Não é comum o Senado “gongar” as indicações presidenciais para o STF, no entanto, isso já ocorreu. Em 1894, a Casa barrou o emblemático Cândido Barata Ribeiro –que na época já atuava como ministro do Supremo. Os senadores de antanho não chancelaram a indicação do presidente da novata República, Marechal Floriano Peixoto.

Na história do Senado, apenas cinco indicações do presidente para o STF foram derrubadas pelos senadores. Todas elas ocorreram no governo de Floriano Peixoto.

Há um histórico de animosidades entre o presidente da República e as instituições, que pode atrapalhar a aprovação de André Mendonça, ministro terrivelmente evangélico. Bolsonaro vem sistematicamente atacando o Judiciário e o Congresso Nacional. Aliás, Bolsonaro sempre defendeu o fechamento dessas duas instituições republicanas.

Na semana passada, durante uma live, Jair Bolsonaro acusou senadores da CPI da Pandemia de serem “patifes” e “picaretas” e disse que estava cagando para os parlamentares que investigam possíveis omissões do governo no enfrentamento da pandemia. O contexto da explosão do mandatário são mais de 530 mil mortes pela doença no País.

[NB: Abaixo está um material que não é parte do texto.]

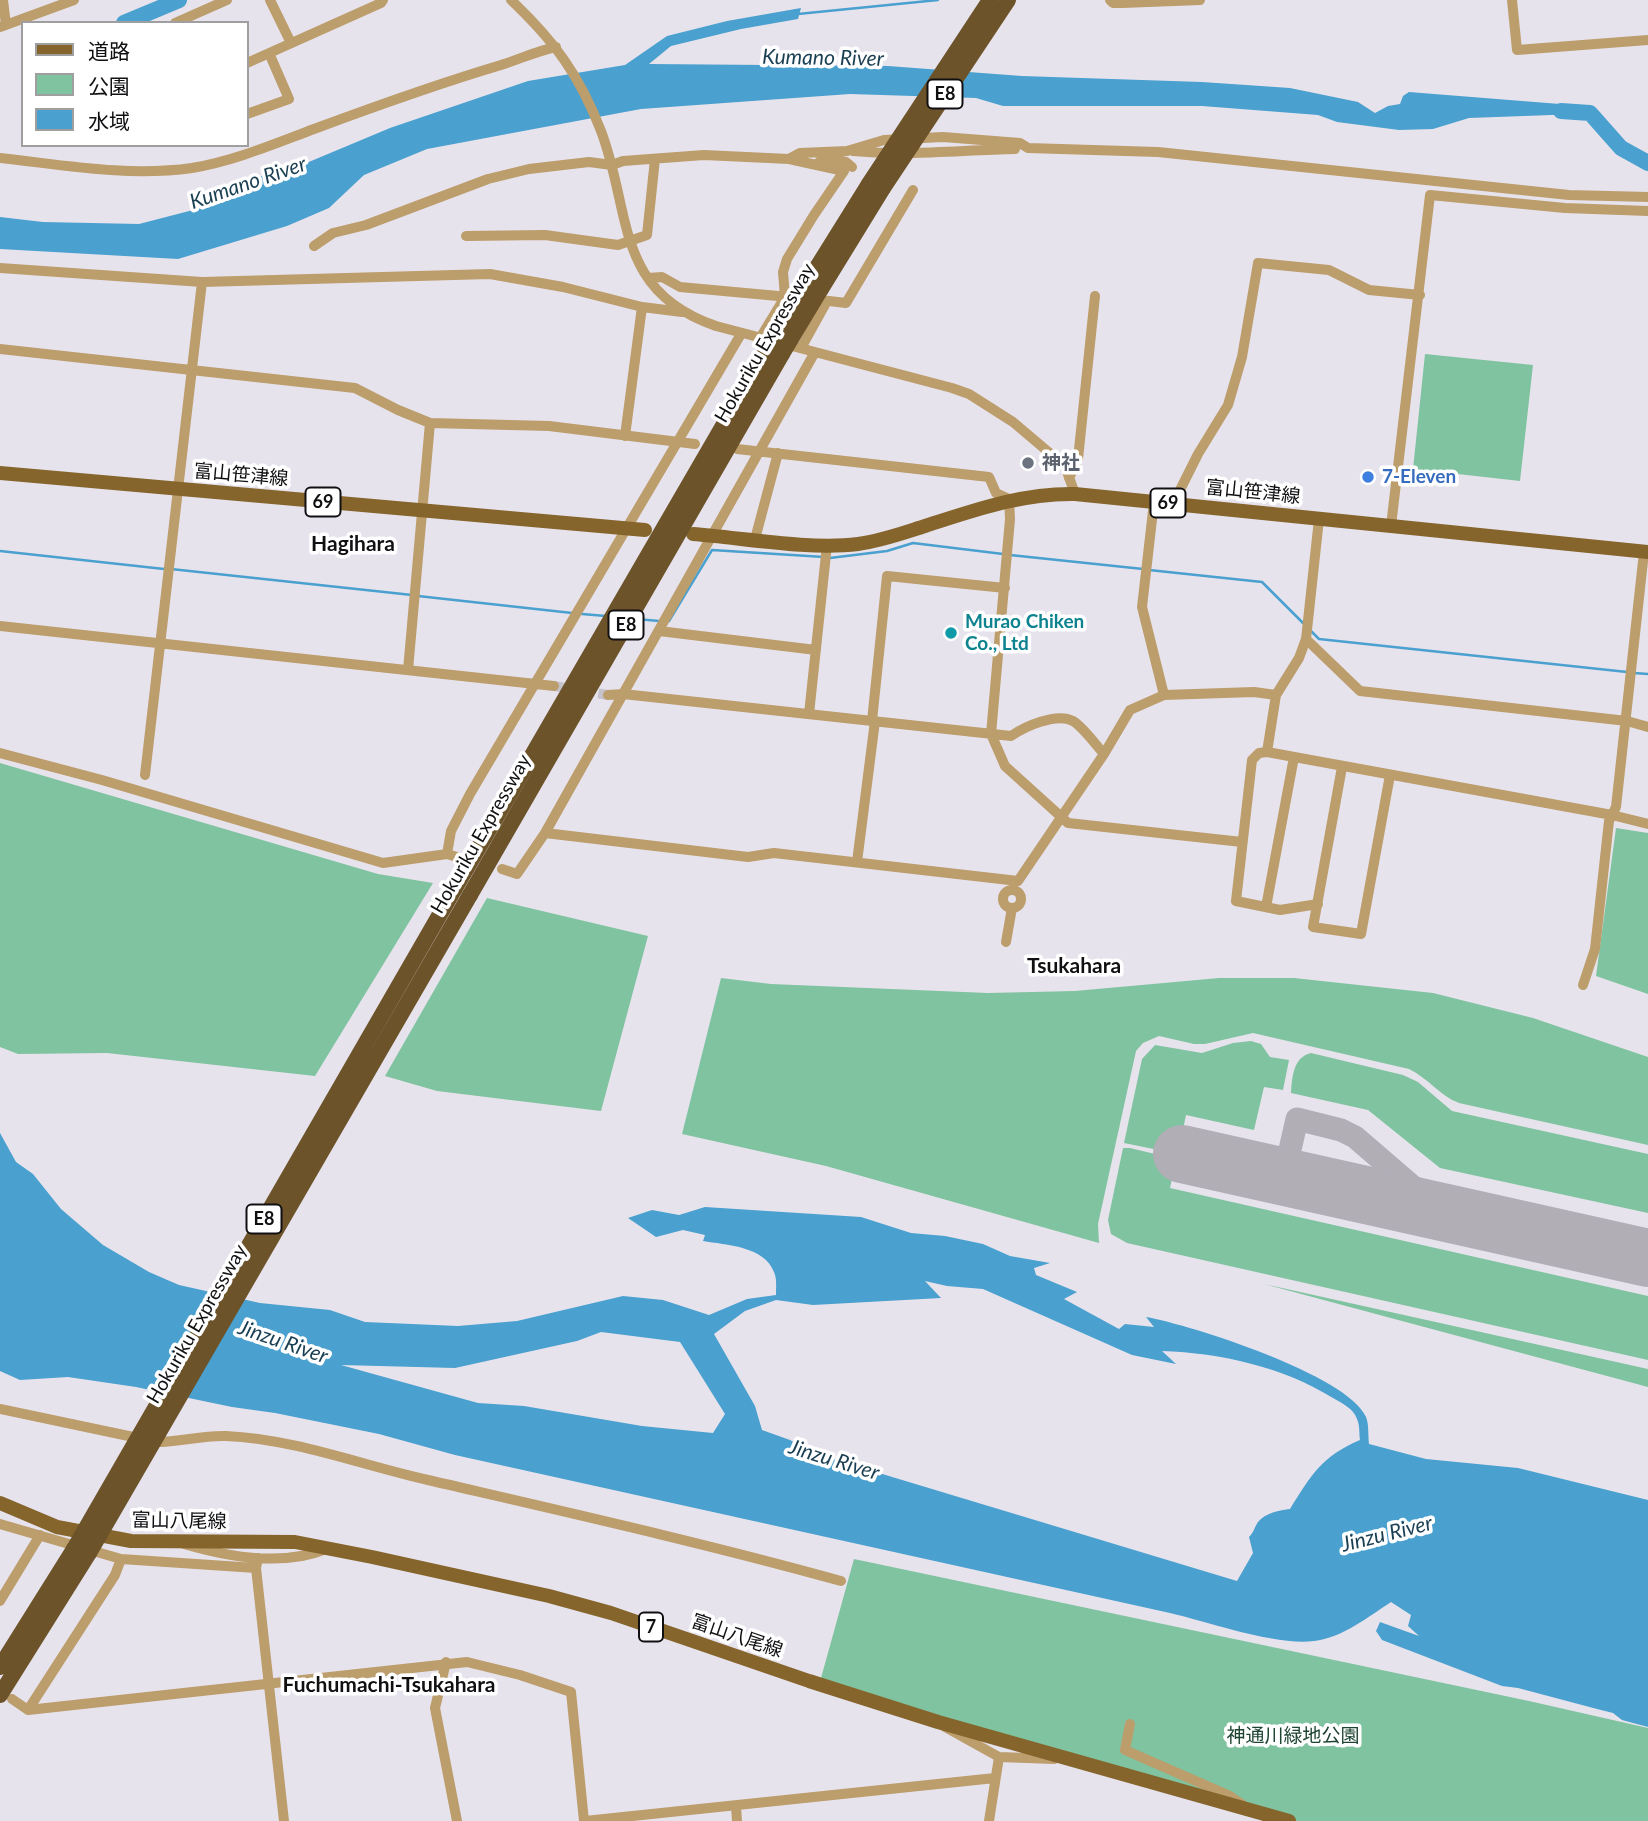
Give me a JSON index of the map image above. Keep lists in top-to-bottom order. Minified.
{"streets":{"highway":["E8","Hokuriku Expressway"],"main road":["富山笹津線","69","富山八尾線","7"]},"districts":["Hagihara","Tsukahara","Fuchumachi-Tsukahara"],"water":["Kumano River","Jinzu River"],"parks":["神通川緑地公園"],"places":["神社","7-Eleven","Murao Chiken Co., Ltd"],"legend":["道路","公園","水域"]}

A indicação de Mendonça foi formalizada no Diário Oficial da União desta terça-feira (13/7). Agora é a vez dos senadores.

Economia

Se o Senado barrar pela sexta vez na história um nome para o Supremo, isso poderá ser entendido como um recado do Congresso a Bolsonaro. André Mendonça é tido como ‘porta-voz’ do presidente da República nesse ambiente turno.

O Congresso e o Judiciário ficaram nas últimas horas com o cabelo em pé, especialmente o ministro Alexandre de Moraes, ante as ameaças do presidente da República de não realizar eleições de 2022 e de não reconhecer a vitória do ex-presidente Luiz Inácio Lula da Silva (PT), caso esse vença nas urnas.

O Brasil espera um Supremo Tribunal Federal terrivelmente laico, como prescreve a Constituição de 1988.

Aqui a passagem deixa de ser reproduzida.